[[ THE DATA open ]]

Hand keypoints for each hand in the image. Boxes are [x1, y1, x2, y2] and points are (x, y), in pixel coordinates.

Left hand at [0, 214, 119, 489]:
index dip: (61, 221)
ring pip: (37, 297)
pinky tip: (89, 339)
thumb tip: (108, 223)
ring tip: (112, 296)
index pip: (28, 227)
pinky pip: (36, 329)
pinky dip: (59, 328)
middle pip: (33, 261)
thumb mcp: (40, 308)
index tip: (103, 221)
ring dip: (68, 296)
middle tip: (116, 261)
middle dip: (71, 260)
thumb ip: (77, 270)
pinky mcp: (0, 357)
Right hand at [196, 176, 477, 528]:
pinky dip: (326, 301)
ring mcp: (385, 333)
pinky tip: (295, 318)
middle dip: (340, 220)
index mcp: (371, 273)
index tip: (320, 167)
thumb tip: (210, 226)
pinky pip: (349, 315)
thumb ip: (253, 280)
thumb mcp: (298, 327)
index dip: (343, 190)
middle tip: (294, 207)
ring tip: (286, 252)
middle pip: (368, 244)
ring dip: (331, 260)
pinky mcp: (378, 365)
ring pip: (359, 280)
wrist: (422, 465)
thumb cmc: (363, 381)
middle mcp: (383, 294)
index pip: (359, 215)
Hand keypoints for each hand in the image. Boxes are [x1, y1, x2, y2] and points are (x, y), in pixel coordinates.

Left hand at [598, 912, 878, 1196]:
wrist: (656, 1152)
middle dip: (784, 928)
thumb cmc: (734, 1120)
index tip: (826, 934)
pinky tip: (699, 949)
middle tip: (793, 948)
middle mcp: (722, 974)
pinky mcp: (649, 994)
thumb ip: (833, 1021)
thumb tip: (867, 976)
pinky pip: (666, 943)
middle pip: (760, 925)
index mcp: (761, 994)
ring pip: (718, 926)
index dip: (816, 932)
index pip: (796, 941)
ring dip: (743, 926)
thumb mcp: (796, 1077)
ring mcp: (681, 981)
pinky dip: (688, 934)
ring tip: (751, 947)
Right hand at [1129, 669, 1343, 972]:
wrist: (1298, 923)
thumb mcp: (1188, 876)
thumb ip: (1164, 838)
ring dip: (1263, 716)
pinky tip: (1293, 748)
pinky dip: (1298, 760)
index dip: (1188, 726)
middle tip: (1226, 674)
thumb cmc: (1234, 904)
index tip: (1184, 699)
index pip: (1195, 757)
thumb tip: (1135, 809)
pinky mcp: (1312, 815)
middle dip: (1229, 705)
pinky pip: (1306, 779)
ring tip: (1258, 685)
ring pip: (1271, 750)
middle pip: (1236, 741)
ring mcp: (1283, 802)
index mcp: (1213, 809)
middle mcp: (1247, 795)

[[ THE DATA closed ]]

* **REQUIREMENT**
Please output exactly the lines from the one containing "ring dip: (331, 260)" through the end of the records, both included.

* **OUTPUT OF THE TASK**
ring dip: (331, 260)
pinky mcp: (378, 365)
ring pip: (359, 280)
wrist: (422, 465)
thumb cmc: (363, 381)
middle mcp: (383, 294)
index pip: (359, 215)
Hand keypoints for each hand in the image. Boxes are [x1, y1, x2, y2] and points are (x, y), in pixel coordinates.

Left hand at [598, 912, 878, 1196]:
wrist: (656, 1152)
middle dip: (784, 928)
thumb cmc: (734, 1120)
index tip: (826, 934)
pinky tip: (699, 949)
middle tip: (793, 948)
middle mcp: (722, 974)
pinky mcp: (649, 994)
thumb ip: (833, 1021)
thumb tip: (867, 976)
pinky pip: (666, 943)
middle pip: (760, 925)
index mcp: (761, 994)
ring pip: (718, 926)
index dip: (816, 932)
index pip: (796, 941)
ring dip: (743, 926)
thumb mcp: (796, 1077)
ring mcp: (681, 981)
pinky dip: (688, 934)
ring tip: (751, 947)
Right hand at [1129, 669, 1343, 972]:
wrist: (1298, 923)
thumb mcp: (1188, 876)
thumb ip: (1164, 838)
ring dip: (1263, 716)
pinky tip: (1293, 748)
pinky dip: (1298, 760)
index dip: (1188, 726)
middle tip: (1226, 674)
thumb cmc: (1234, 904)
index tip: (1184, 699)
index pip: (1195, 757)
thumb tip: (1135, 809)
pinky mcp: (1312, 815)
middle dip: (1229, 705)
pinky pip: (1306, 779)
ring tip: (1258, 685)
ring pip: (1271, 750)
middle pip: (1236, 741)
ring mcp: (1283, 802)
index mcp: (1213, 809)
middle mcp: (1247, 795)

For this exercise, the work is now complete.